[Start of Attachment]

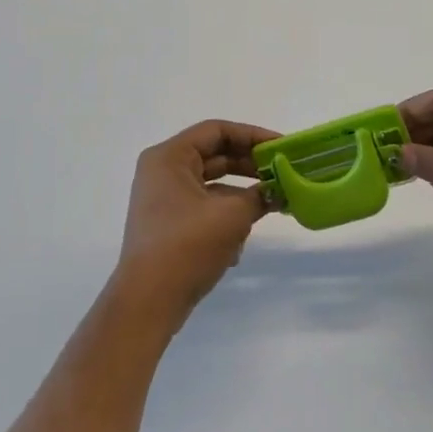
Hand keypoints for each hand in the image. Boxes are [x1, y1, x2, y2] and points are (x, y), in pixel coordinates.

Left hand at [112, 119, 277, 326]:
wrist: (149, 301)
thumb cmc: (187, 246)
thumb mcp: (232, 215)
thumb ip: (260, 195)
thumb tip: (278, 191)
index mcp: (169, 157)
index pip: (217, 131)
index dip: (253, 136)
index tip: (282, 148)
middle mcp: (162, 171)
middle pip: (214, 156)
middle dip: (250, 166)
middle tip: (283, 173)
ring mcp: (163, 199)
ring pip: (212, 185)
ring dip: (242, 194)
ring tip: (272, 204)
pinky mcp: (169, 224)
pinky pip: (204, 207)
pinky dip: (226, 216)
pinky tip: (241, 241)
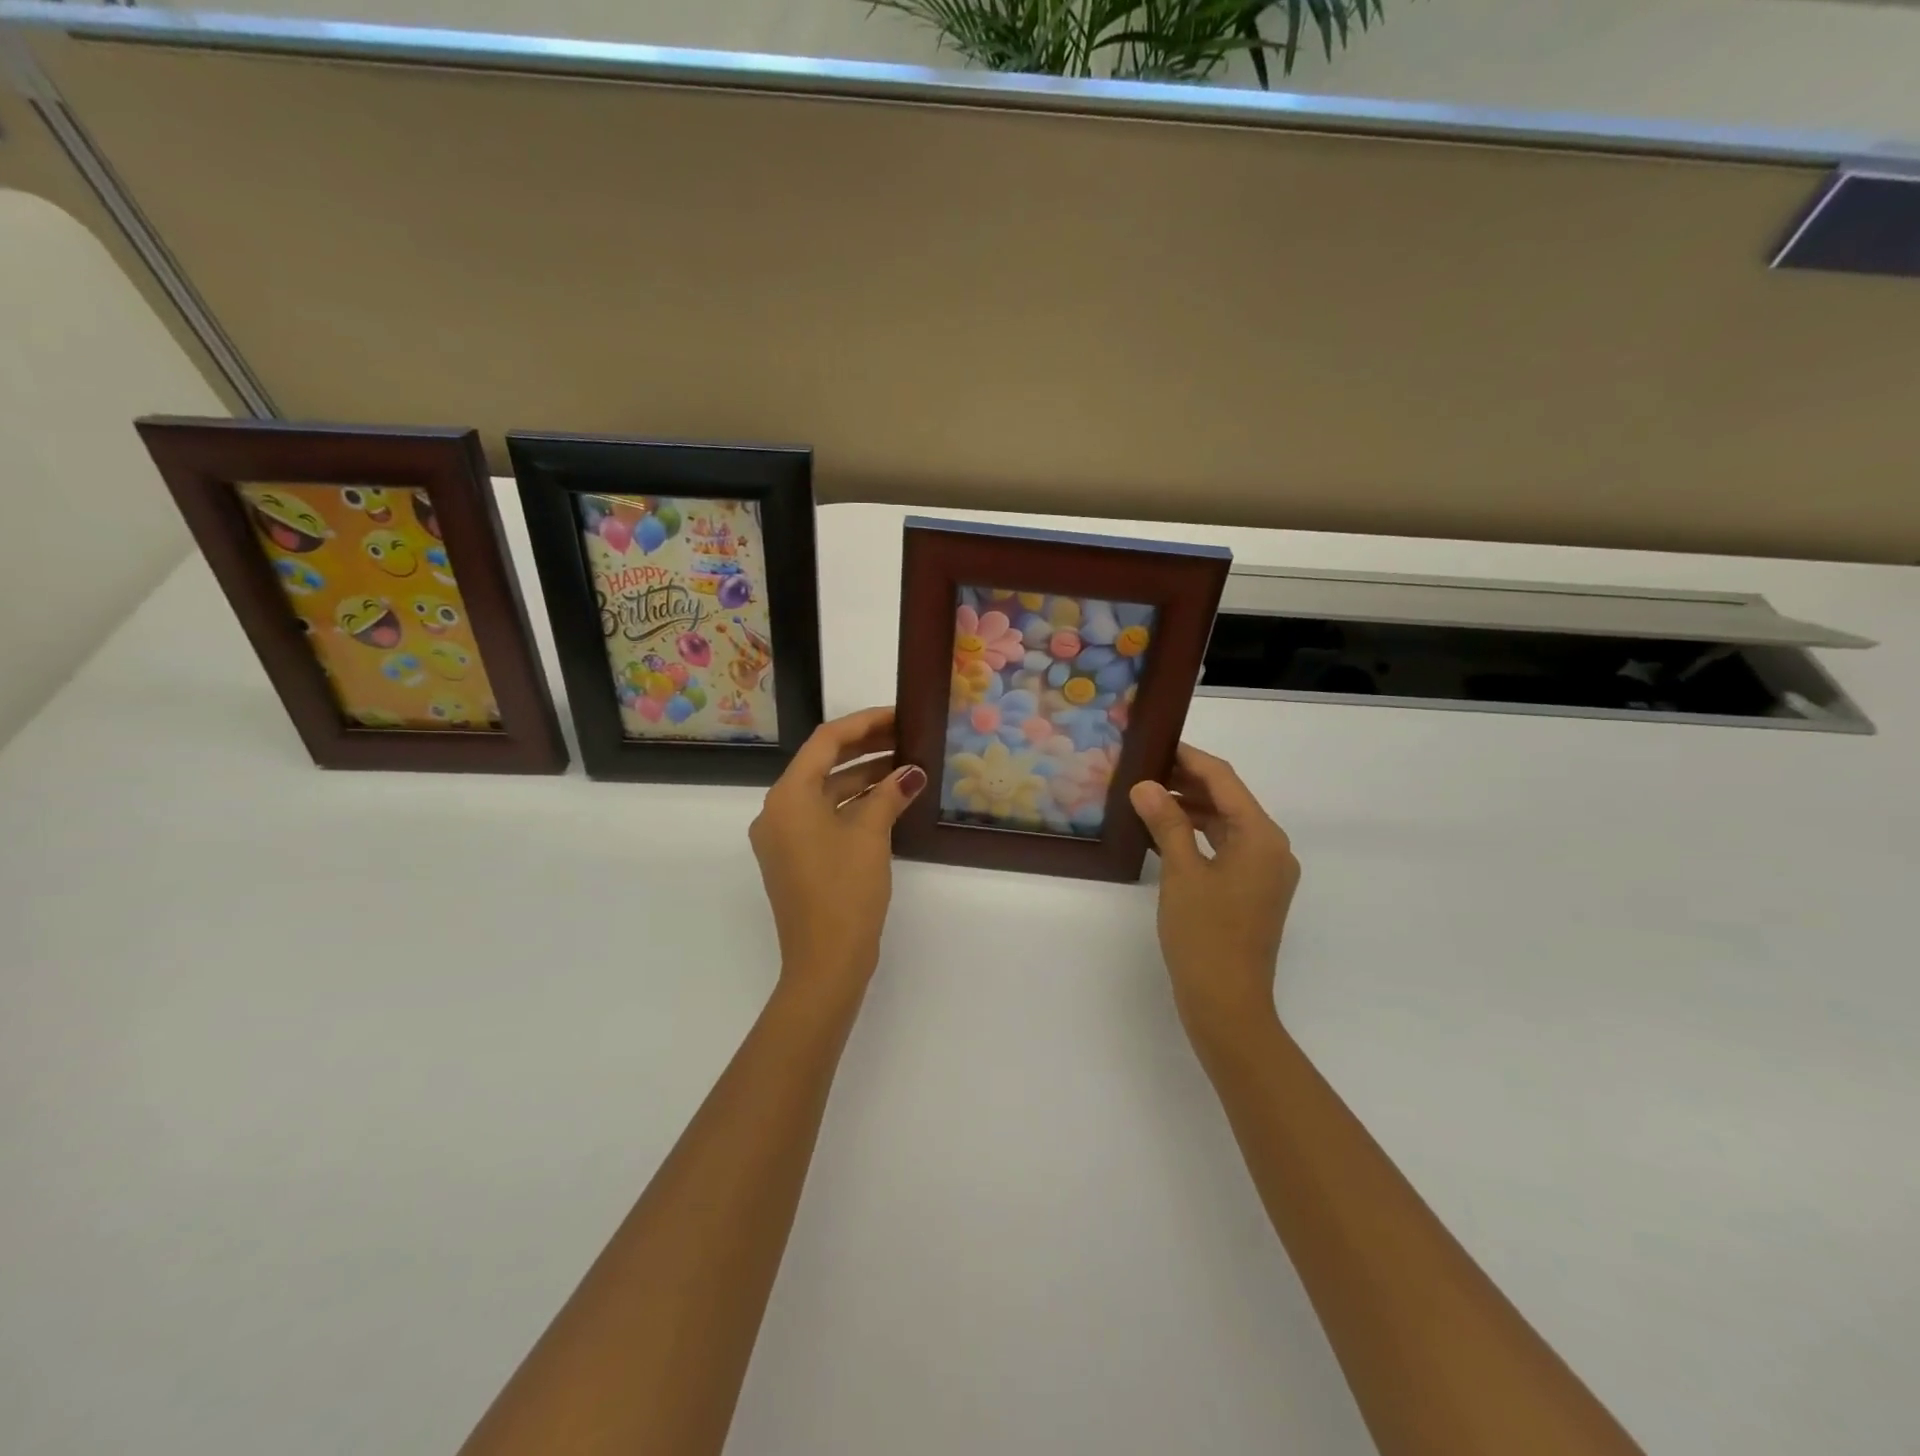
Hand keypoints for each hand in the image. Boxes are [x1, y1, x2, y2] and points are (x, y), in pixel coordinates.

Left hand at [749, 707, 926, 998]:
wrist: (825, 962)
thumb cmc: (845, 891)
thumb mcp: (870, 835)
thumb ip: (889, 794)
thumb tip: (912, 772)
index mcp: (788, 797)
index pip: (825, 742)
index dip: (864, 724)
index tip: (898, 715)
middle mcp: (778, 811)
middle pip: (822, 764)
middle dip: (865, 749)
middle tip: (906, 736)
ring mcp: (784, 837)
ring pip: (825, 792)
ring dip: (862, 777)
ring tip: (905, 766)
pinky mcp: (795, 858)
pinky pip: (824, 817)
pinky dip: (854, 805)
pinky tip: (888, 800)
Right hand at [1129, 744, 1299, 1043]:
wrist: (1228, 1003)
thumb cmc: (1205, 934)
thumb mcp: (1181, 873)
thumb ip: (1166, 823)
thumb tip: (1145, 785)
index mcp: (1261, 837)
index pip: (1224, 780)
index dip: (1190, 758)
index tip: (1157, 743)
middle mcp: (1271, 848)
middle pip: (1228, 800)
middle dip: (1187, 782)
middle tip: (1144, 769)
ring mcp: (1265, 872)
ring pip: (1226, 825)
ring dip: (1190, 809)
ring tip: (1147, 798)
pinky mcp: (1253, 891)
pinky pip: (1225, 848)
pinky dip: (1197, 836)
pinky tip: (1163, 835)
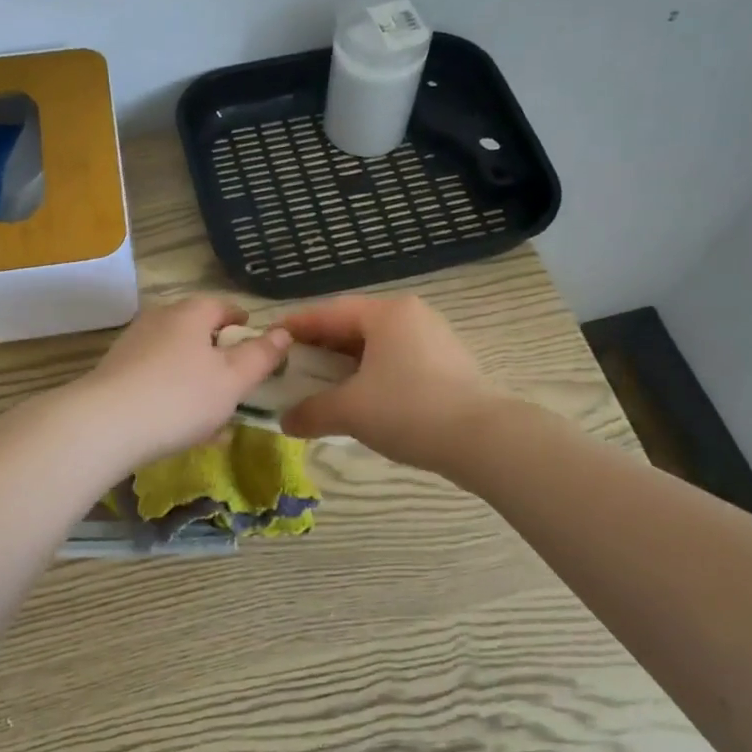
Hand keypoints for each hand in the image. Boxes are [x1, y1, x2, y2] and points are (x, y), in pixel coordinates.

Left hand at [77, 298, 289, 466]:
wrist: (104, 425)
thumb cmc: (180, 396)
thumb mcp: (233, 379)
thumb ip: (261, 356)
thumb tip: (283, 333)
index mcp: (190, 314)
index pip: (221, 305)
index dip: (240, 320)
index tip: (252, 336)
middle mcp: (158, 321)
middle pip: (195, 330)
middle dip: (216, 351)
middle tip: (235, 376)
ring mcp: (132, 347)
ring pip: (174, 358)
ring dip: (194, 377)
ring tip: (211, 408)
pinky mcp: (114, 375)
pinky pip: (154, 380)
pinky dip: (172, 394)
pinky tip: (180, 426)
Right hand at [277, 295, 491, 469]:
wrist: (482, 439)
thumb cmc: (409, 410)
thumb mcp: (351, 411)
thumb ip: (311, 412)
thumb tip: (285, 422)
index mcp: (386, 313)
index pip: (328, 312)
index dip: (295, 326)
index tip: (269, 339)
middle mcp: (411, 315)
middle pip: (352, 326)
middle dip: (319, 347)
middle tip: (291, 367)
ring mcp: (433, 338)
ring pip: (376, 345)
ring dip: (345, 363)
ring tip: (320, 385)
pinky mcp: (447, 363)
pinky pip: (396, 360)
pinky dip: (370, 374)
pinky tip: (359, 397)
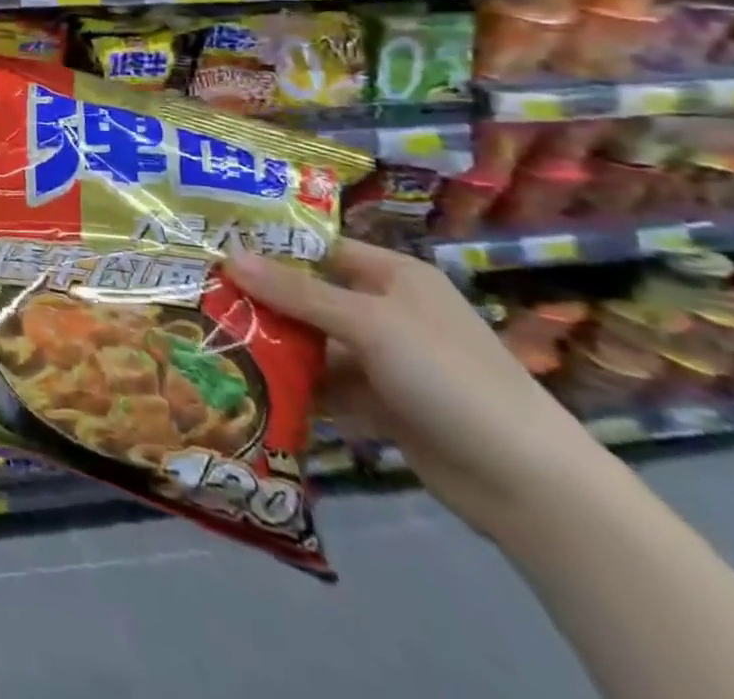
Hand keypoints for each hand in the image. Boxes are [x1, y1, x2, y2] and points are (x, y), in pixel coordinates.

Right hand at [227, 238, 612, 541]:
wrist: (528, 484)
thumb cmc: (448, 376)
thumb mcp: (368, 325)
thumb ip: (297, 293)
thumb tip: (228, 256)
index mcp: (394, 276)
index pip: (320, 250)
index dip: (271, 250)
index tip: (215, 253)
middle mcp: (389, 310)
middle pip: (312, 297)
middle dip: (265, 302)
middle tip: (205, 301)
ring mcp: (387, 360)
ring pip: (317, 343)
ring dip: (278, 347)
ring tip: (219, 343)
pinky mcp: (385, 404)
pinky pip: (330, 385)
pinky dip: (299, 387)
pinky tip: (256, 387)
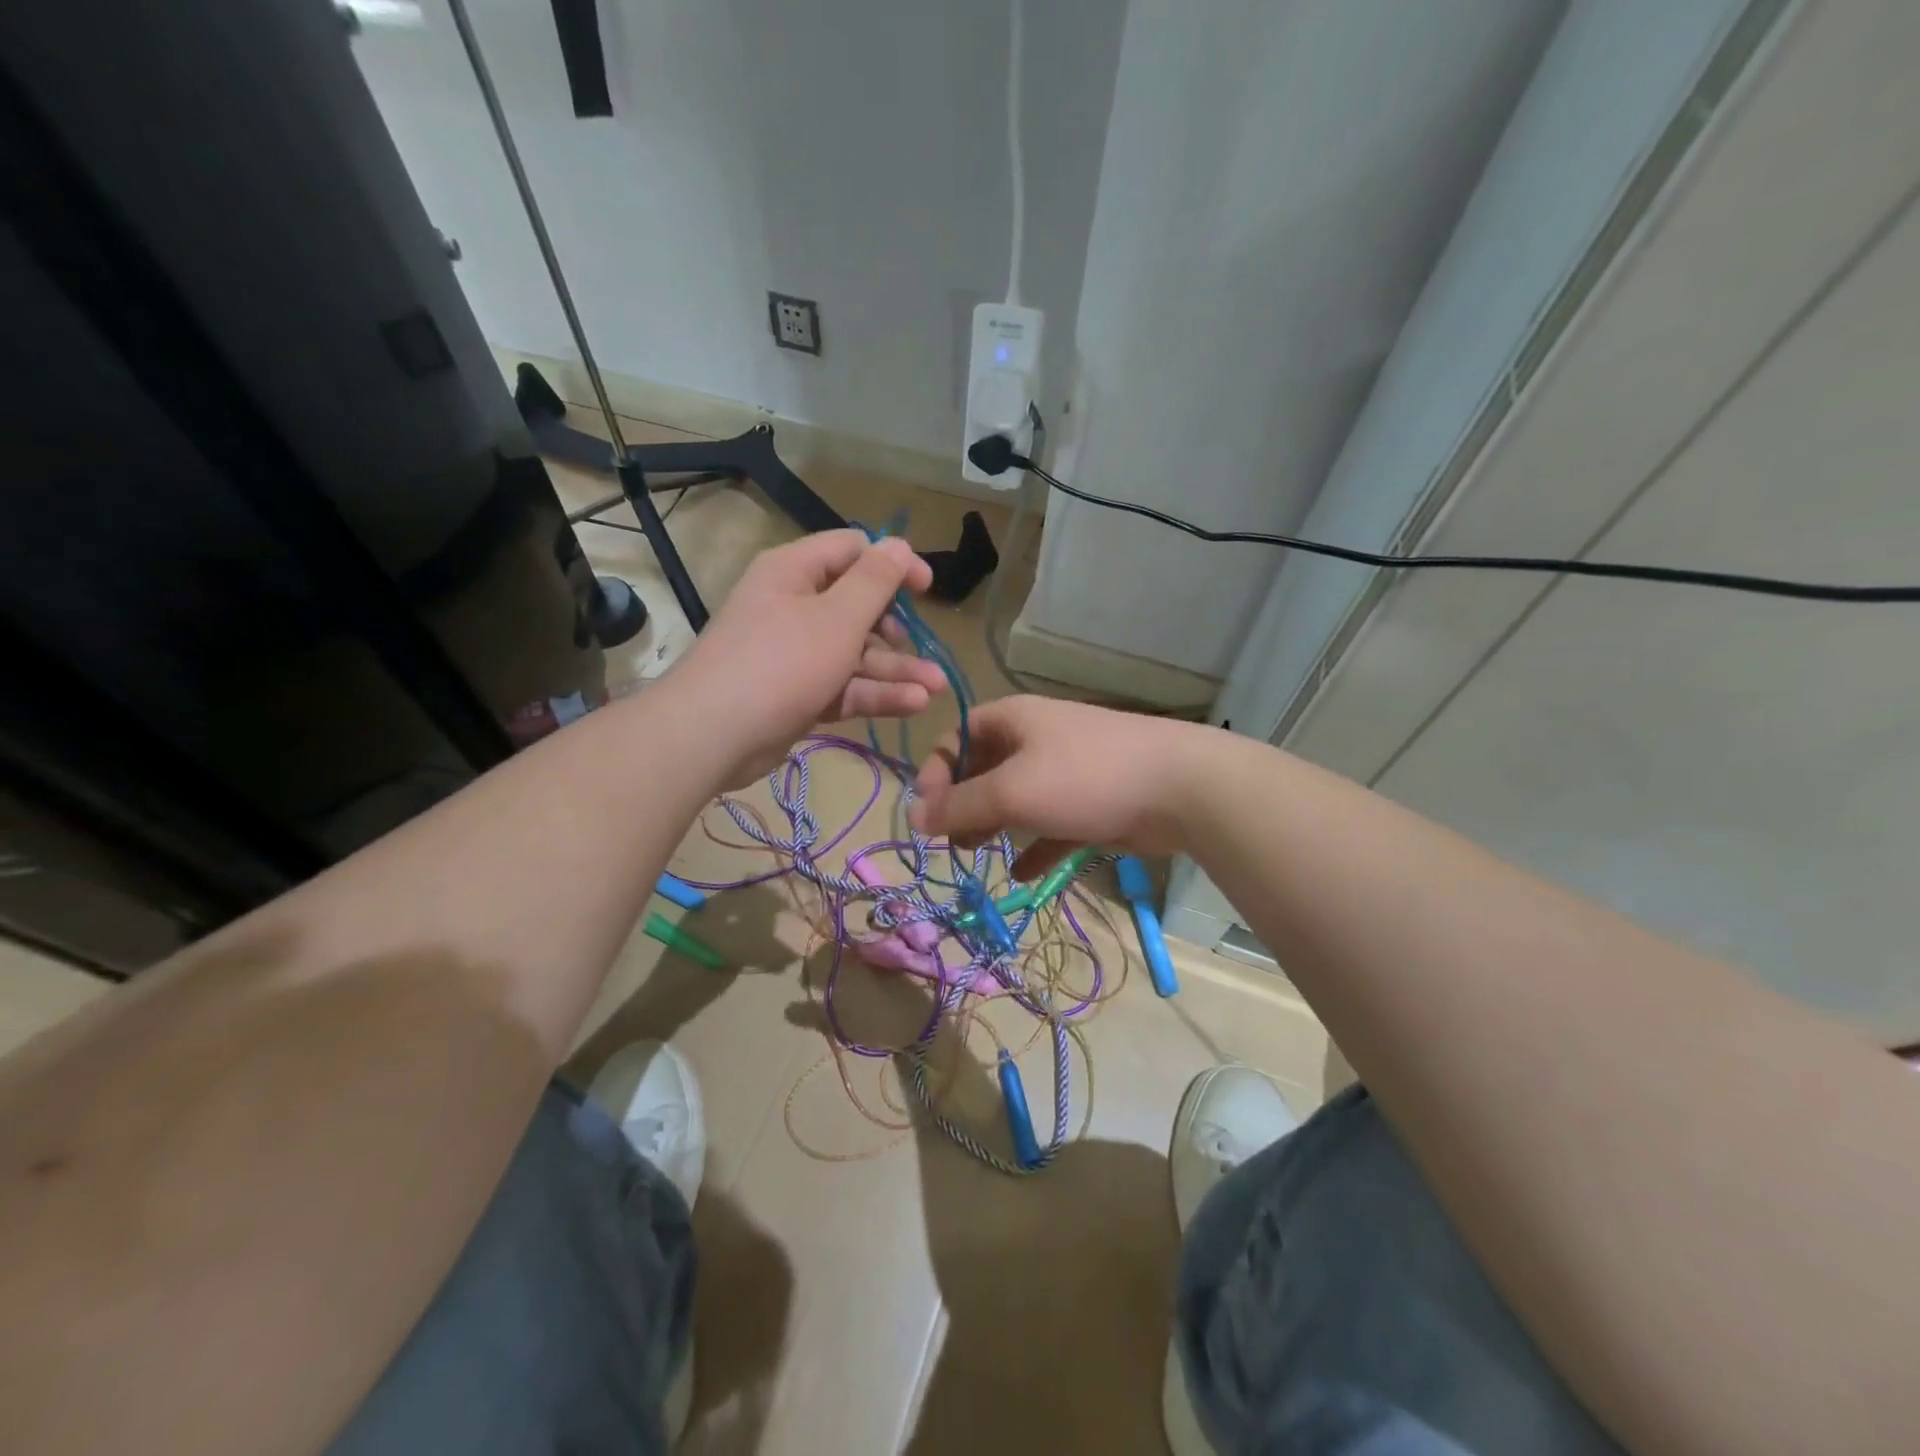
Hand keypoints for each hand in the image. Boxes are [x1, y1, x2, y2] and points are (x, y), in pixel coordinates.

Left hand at [670, 531, 947, 786]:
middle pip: (857, 607)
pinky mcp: (799, 693)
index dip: (893, 564)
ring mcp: (796, 653)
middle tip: (923, 646)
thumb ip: (874, 582)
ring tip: (936, 687)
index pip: (853, 551)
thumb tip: (899, 544)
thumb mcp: (837, 618)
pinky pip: (843, 685)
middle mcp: (794, 605)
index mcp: (796, 571)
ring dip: (896, 669)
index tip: (926, 588)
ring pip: (855, 653)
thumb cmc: (781, 663)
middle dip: (897, 629)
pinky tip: (914, 704)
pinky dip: (874, 693)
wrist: (713, 735)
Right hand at [910, 696, 1210, 875]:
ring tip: (974, 855)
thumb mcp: (1012, 790)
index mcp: (1014, 720)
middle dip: (962, 804)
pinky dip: (1033, 847)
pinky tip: (1020, 874)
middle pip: (984, 769)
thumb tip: (913, 816)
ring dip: (992, 825)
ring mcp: (1066, 772)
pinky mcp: (1090, 804)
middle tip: (949, 840)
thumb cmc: (1085, 777)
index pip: (958, 736)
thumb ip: (960, 805)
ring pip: (1015, 799)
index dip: (936, 770)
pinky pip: (1050, 825)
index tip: (927, 812)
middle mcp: (1036, 740)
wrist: (1180, 788)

[End of Attachment]

*ABOUT THIS TASK*: Please output the material above again, exactly, and omit every image.

*OUTPUT BELOW*:
Hand keypoints for each hand in the image. Boxes are [x1, y1, x2, y2] and points are (x, y), in pixel coordinates.

Left hand at [112, 119, 277, 326]:
wrist: (149, 301)
thumb cmc: (187, 246)
thumb mcp: (232, 215)
thumb ip: (260, 195)
thumb tip: (278, 191)
index mcp: (169, 157)
index pip: (217, 131)
index dip: (253, 136)
index tip: (282, 148)
middle mcp: (162, 171)
middle pip: (214, 156)
middle dip: (250, 166)
middle tip: (283, 173)
ring mcp: (163, 199)
ring pip: (212, 185)
ring dip: (242, 194)
ring tip: (272, 204)
pinky mcp: (169, 224)
pinky pip: (204, 207)
pinky dip: (226, 216)
pinky tip: (241, 241)
Hand keypoints for each hand in the image. Boxes are [x1, y1, x2, y2] and points are (x, y), in pixel coordinates.

Left hand at [749, 707, 926, 998]:
wrist: (825, 962)
thumb cmc: (845, 891)
thumb mcp: (870, 835)
thumb ip: (889, 794)
thumb tip: (912, 772)
index mcp: (788, 797)
index pip: (825, 742)
index dip: (864, 724)
index tip: (898, 715)
middle mcp: (778, 811)
middle pip: (822, 764)
middle dip: (865, 749)
middle tip: (906, 736)
ring mcp: (784, 837)
ring pip: (825, 792)
ring dip: (862, 777)
ring tip: (905, 766)
pinky mcp: (795, 858)
pinky pip: (824, 817)
pinky dip: (854, 805)
pinky tip: (888, 800)
Right hand at [1129, 744, 1299, 1043]:
wrist: (1228, 1003)
thumb cmc: (1205, 934)
thumb mcp: (1181, 873)
thumb ip: (1166, 823)
thumb tip: (1145, 785)
index mcp: (1261, 837)
index pip: (1224, 780)
index dip: (1190, 758)
index tip: (1157, 743)
middle mcp: (1271, 848)
middle pip: (1228, 800)
middle dip: (1187, 782)
middle tip: (1144, 769)
ring mcp: (1265, 872)
ring pip: (1226, 825)
ring dip: (1190, 809)
ring tip: (1147, 798)
pinky mcp: (1253, 891)
pinky pip: (1225, 848)
pinky dip: (1197, 836)
pinky tip: (1163, 835)
Hand keypoints for each hand in the image. Boxes are [x1, y1, x2, y2] and points are (x, y), in pixel coordinates.

Left hand at [77, 298, 289, 466]:
wrist: (104, 425)
thumb cmc: (180, 396)
thumb mcp: (233, 379)
thumb ip: (261, 356)
thumb tip: (283, 333)
index mcp: (190, 314)
index pip: (221, 305)
index dip: (240, 320)
index tip: (252, 336)
middle mcp: (158, 321)
middle pip: (195, 330)
middle dip: (216, 351)
middle tip: (235, 376)
ring mcp: (132, 347)
ring pip: (174, 358)
ring dip: (194, 377)
ring tip: (211, 408)
pinky mcp: (114, 375)
pinky pip: (154, 380)
pinky dip: (172, 394)
pinky tip: (180, 426)
Right hand at [277, 295, 491, 469]:
wrist: (482, 439)
thumb cmc: (409, 410)
thumb mcp: (351, 411)
thumb ip: (311, 412)
thumb tip: (285, 422)
index mcp: (386, 313)
index pip: (328, 312)
index dip: (295, 326)
index tip: (269, 339)
middle mcp: (411, 315)
middle pip: (352, 326)
middle dip: (319, 347)
middle tip: (291, 367)
ring mcp: (433, 338)
ring pip: (376, 345)
ring dip: (345, 363)
ring tip: (320, 385)
pinky mcp: (447, 363)
pinky pip: (396, 360)
pinky dip: (370, 374)
pinky tip: (359, 397)
Hand keypoints for each hand in the image. Boxes are [x1, y1, x2, y2] and points are (x, y), in pixel coordinates.

Right hand at [227, 238, 612, 541]:
wrist: (528, 484)
thumb cmc: (448, 376)
thumb mcp: (368, 325)
thumb ip: (297, 293)
thumb tip: (228, 256)
index mcp: (394, 276)
index pip: (320, 250)
index dip: (271, 250)
index tip: (215, 253)
middle mcp: (389, 310)
middle pip: (312, 297)
middle dip: (265, 302)
middle tip: (205, 301)
ring mcp: (387, 360)
ring pip: (317, 343)
ring dip: (278, 347)
ring tip: (219, 343)
pinky mcp: (385, 404)
pinky pip: (330, 385)
pinky dip: (299, 387)
pinky tip: (256, 387)
Hand keypoints for each hand in the image. Boxes are [x1, y1, x2, y2] and points are (x, y), in pixel coordinates.

Left hand at [670, 531, 947, 786]:
middle pip: (857, 607)
pinky mcp: (799, 693)
index dip: (893, 564)
ring mcp: (796, 653)
middle tip: (923, 646)
thumb ip: (874, 582)
ring tip: (936, 687)
index pip: (853, 551)
thumb tip: (899, 544)
thumb mcp: (837, 618)
pinky pip: (843, 685)
middle mcp: (794, 605)
index mcp: (796, 571)
ring dip: (896, 669)
index tip: (926, 588)
ring pip: (855, 653)
thumb cmc: (781, 663)
middle dip: (897, 629)
pinky tip: (914, 704)
pinky dip: (874, 693)
wrist: (713, 735)
Right hand at [910, 696, 1210, 875]:
ring tip: (974, 855)
thumb mcp: (1012, 790)
index mcp: (1014, 720)
middle dip: (962, 804)
pinky dip: (1033, 847)
pinky tip: (1020, 874)
middle pip: (984, 769)
thumb tip: (913, 816)
ring dip: (992, 825)
ring mcp: (1066, 772)
pinky mcp: (1090, 804)
middle tip: (949, 840)
thumb cmc: (1085, 777)
index pip: (958, 736)
thumb ip: (960, 805)
ring pip: (1015, 799)
index dip: (936, 770)
pinky pip: (1050, 825)
index tip: (927, 812)
middle mcp: (1036, 740)
wrist: (1180, 788)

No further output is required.